The Stock Market’s New High: A Record About Nothing

On the Wall Street Journal’s Moneybeat, Terry Gardner warns Wall Street getting excited about the S&P 500, pointing out the imbalance of the current US stock market.

By Paul Vigna / Jul 12, 2016 10:43 am ET

Curb your enthusiasm PHOTO: CASTLE ROCK ENTERTAINMENT/EVERETT COLLECTION

Wall Street’s getting giddy again, with the S&P 500 yesterday, and the Dow today, back in record territory. In the long view, it’s not much to get excited about, really: the S&P 500 is up less than 20 points since its May 2015 high.

Small matters like that aren’t likely to derail today’s “Everything is Awesome” mood on the Street. Yet, for a number of reasons, this is a rally unlike any we’ve seen, and when you look at the guts of it, there is far less to be excited about.

“The rally in stock prices to new record highs is somewhat reminiscent of a Seinfeld episode. It is happening because not much is happening other than interest rates are at record lows,” Ed Yardeni of Yardeni Research wrote. The low rates on government bonds are making yields in the equities market especially attractive, illustrated by the fact that the most interest-rate sensitive sectors – utilities, telecom, consumer staples – are seeing the best returns.

That certainly makes more sense than assuming this rally is based off growth prospects. The equity rally is happening despite the fact that profit growth for the companies in the S&P 500 are expected to have contracted for a fifth consecutive quarter. Despite the fact that Italy is looking at a full-fledged banking crisis. Despite the fact that the real work of the U.K. extricating itself from the EU has not even begun. Despite the fact that the U.S. economy is expected to grow just 2% this year, and the global economy just 2.2%.

S&P 500

Moreover, the latest rally is coming as the pool of available stock has shrunk considerably over the years, a supply-demand imbalance that own its own explains a great deal.

“In 1997 there were over 8,000 publicly traded exchange-listed companies,” C.J. Lawrence strategist Terrence Gardner noted. “That is now below 4,000.” At the same time, companies have been buying back their own shares at a record pace, further reducing the availability of shares available to the public for purchase.

With global asset allocations favoring U.S. equities, investors are finding a smaller market in which to invest

he said.

That supply-demand imbalance may be keeping a bid under some U.S. stocks.

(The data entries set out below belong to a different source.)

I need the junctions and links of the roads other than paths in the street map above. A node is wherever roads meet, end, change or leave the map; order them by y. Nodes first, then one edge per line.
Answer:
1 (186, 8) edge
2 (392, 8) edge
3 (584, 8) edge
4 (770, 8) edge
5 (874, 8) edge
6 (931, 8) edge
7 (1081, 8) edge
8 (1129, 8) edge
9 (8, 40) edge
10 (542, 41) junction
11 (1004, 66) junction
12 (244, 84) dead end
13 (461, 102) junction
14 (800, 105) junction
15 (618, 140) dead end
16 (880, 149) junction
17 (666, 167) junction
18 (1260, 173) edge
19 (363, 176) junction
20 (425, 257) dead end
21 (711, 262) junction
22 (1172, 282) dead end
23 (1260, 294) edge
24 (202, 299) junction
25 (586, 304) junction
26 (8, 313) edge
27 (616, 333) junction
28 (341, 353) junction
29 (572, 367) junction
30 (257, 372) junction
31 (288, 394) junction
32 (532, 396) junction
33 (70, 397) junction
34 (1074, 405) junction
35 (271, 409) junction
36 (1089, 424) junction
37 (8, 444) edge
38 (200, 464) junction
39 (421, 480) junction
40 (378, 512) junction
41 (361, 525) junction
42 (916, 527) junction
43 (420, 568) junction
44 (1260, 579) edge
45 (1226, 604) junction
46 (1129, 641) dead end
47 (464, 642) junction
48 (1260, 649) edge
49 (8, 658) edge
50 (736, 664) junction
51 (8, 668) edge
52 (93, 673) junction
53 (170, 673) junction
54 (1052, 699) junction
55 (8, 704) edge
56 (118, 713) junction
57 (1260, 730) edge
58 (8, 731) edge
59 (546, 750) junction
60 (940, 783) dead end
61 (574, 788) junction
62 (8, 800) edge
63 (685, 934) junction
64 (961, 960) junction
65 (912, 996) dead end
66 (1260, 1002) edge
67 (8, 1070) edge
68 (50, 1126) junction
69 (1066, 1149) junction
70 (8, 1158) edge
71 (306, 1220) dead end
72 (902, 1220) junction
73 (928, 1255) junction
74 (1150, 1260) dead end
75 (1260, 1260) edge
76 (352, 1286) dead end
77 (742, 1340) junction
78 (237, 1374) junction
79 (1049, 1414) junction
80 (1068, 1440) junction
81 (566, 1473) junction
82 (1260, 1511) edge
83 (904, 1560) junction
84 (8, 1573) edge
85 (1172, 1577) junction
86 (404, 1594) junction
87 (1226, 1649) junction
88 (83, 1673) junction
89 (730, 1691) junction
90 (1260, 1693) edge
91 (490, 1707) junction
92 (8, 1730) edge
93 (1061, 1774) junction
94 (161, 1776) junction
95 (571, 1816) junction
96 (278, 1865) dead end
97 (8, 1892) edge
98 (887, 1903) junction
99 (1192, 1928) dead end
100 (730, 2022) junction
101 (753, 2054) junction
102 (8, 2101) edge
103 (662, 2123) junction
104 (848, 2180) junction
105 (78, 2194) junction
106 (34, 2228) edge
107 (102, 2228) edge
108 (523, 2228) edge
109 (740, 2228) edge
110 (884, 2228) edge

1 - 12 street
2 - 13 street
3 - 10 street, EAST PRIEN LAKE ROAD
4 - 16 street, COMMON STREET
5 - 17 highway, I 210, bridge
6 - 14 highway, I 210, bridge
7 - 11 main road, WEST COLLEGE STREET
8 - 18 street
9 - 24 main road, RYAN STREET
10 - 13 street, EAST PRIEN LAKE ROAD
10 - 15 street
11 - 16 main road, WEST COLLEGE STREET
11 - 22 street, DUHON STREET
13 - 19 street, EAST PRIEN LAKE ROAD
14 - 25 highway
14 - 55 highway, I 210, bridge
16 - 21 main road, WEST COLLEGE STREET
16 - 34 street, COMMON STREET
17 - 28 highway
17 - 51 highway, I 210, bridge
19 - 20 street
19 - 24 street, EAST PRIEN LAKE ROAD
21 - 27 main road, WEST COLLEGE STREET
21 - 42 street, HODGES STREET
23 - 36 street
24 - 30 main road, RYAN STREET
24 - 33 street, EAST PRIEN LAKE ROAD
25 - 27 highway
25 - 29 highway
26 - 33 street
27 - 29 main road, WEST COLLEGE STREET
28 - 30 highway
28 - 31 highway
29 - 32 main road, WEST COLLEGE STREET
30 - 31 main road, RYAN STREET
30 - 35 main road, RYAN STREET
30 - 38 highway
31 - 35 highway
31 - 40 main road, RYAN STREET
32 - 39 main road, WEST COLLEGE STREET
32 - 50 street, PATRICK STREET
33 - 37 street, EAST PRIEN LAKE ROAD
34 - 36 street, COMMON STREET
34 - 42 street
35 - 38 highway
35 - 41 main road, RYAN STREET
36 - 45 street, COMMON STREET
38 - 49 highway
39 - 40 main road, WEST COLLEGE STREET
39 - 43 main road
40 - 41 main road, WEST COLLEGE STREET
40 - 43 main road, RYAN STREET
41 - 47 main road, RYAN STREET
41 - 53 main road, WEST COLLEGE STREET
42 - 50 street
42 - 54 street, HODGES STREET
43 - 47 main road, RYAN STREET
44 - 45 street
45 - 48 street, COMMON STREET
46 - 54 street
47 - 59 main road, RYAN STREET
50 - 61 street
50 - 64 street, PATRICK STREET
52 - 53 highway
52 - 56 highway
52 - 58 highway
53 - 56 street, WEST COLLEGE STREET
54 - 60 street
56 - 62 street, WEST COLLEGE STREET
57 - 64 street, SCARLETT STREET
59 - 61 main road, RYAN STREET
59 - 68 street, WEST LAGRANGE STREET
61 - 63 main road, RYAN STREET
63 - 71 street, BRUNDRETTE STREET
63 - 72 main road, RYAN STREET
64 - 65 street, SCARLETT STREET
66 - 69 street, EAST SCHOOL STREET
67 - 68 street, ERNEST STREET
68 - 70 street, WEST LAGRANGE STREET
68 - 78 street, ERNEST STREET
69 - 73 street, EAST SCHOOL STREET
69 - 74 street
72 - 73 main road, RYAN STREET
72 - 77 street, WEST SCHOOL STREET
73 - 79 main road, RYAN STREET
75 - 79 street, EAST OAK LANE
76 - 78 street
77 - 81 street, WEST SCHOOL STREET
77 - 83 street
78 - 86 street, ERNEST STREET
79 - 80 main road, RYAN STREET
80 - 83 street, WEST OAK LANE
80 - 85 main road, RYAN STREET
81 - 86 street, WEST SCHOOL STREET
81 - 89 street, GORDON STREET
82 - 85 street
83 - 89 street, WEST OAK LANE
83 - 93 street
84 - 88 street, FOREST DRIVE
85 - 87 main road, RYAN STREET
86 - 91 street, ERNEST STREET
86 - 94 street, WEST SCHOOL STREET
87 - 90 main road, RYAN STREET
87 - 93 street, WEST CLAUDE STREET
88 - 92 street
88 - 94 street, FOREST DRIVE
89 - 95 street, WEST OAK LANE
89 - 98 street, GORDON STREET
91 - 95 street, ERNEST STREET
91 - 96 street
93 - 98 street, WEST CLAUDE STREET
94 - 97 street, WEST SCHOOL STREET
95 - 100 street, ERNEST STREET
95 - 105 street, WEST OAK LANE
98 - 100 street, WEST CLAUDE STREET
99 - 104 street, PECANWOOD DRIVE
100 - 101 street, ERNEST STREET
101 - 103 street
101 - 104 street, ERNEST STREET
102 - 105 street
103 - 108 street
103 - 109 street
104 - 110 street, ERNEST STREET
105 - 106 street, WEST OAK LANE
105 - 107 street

The story is the same, in fact, in the bond market, where massive central bank intervention has hoovered up most of the supply, leaving investors scrambling for a piece of what’s left. “It’s very likely, in my view, that the Fed has thus engineered bubbles in both bonds and stocks at the same time,” money manager Jesse Felder wrote in his Felder Report. That’s led to what he called the “greatest dichotomy in the history of financial markets” – rallies in both the stock and bond markets at the same exact time.

That’s where we are: a world with weak growth prospects, and a bond and stock market with the same level of demand, and smaller pool of supply. Add all that up, and what do you get? About 20 points added to the S&P 500 in 14 months. When you consider the backdrop, it kind of makes sense. It’s just nothing to get giddy about.